The Consolation of Gaming

I realized today that my life has a large quantity of "suck" in it right now.

I've been trying to rehab my shoulder for about a month now, and it involves a long series of strengthening exercises and stretches that take nearly 45 minutes to complete. I don't do those stretches, though, until I've raised my core temperature (which makes a surprising difference in how effective the stretches are) by riding on an exercise bike for about half an hour.

Compared to the very free feeling that swimming gives me, this workout is nothing short of miserable.

On a larger scale, the stock market seems to throw up on itself on a daily basis now, and I believe we're in what will prove to be the deepest recession of my lifetime.

I'm also following the presidential election this year to a degree that can only be described as unhealthy. I'm checking for new polls at least twice a day, often more than that, and it's very difficult because I actually deeply care about this election.

Combine all that, and I'm living on the Anxiety Express right now.

Eli 7.2 and Gloria provide a great deal of solace, in a nuclear way, but the overwhelming nature of current events are in the extended world, not the nuclear world.

I was playing De Blob yesterday, and as I grew progressively more relaxed, I was reminded how often in my life I've sought refuge in games. There have been many times in my life when I felt overwhelmed by larger events around me, and gaming has always been my way to retreat and regroup.

People who don't play games generally find it impossible to understand this--that gaming can be a healthy emotional outlet. Yes, it can be an escape at times, but there may be times in your life that are worth escaping, at least temporarily, and unlike many other popular retreats, gaming doesn't dull your brain--if anything, it sharpens it.

That's a good match for my personality, because when I'm down, I don't want to feel nothing--I want to feel something positive. Gaming almost always gives me positive emotions, not negative ones, and that's what I need.

This is where I always insert the story about my old girlfriend. I had a girlfriend once who snuck her stuff into my apartment one piece at a time. It's like she was trying to ship a jeep out of Korea, but in reverse.

Suddenly, she was living there, and to this day I have no idea how it actually happened. I just looked up one day and realized that she never seemed to be gone. I was about 30 at the time, and I was entirely unprepared to deal with a stealth move-in. It was like the U.N. passed a resolution redrawing my borders, and not being in the Security Council, I didn't have a veto.

This was enormously depressing, in retrospect, and it went on for a few months. What did I do to stay sane? I woke up in the middle of the night and played game after game of Earl Weaver Baseball on my Amiga 500 while she snored on a futon a few feet away.

What do I feel most strongly in my memories of that relationship? The great feelings that I had playing Earl Weaver in the middle of the night.

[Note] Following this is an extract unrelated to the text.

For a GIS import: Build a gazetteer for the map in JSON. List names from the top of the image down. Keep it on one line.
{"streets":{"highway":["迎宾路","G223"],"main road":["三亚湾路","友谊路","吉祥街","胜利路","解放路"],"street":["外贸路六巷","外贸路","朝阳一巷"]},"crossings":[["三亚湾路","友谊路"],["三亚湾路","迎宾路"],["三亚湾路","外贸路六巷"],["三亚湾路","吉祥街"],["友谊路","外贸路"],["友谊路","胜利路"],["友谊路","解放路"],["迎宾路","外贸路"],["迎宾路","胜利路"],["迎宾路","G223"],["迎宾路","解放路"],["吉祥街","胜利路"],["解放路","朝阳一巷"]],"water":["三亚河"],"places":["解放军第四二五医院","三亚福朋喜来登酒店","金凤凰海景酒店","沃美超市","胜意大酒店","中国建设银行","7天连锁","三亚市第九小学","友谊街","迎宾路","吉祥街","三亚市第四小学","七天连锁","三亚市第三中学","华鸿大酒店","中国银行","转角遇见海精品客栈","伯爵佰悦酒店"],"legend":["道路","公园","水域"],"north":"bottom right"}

Right now, after not having much to play that I enjoyed in the last three months, I'm suddenly drowning in fun, interesting games: Rock Band 2, Hinterland, Head Coach, NHL 09, De Blob, King's Bounty, Mount & Blade. It might be the greatest group of games I've ever played at one time. And spending time playing these games--temporarily escaping the real world in the process--makes me much more able to function in the real world when I return.

That's why it will always be impossible for me to be completely objective when there is a discussion about gaming; I know what a positive influence it has been in my life. And I know that many of you feel exactly the same way.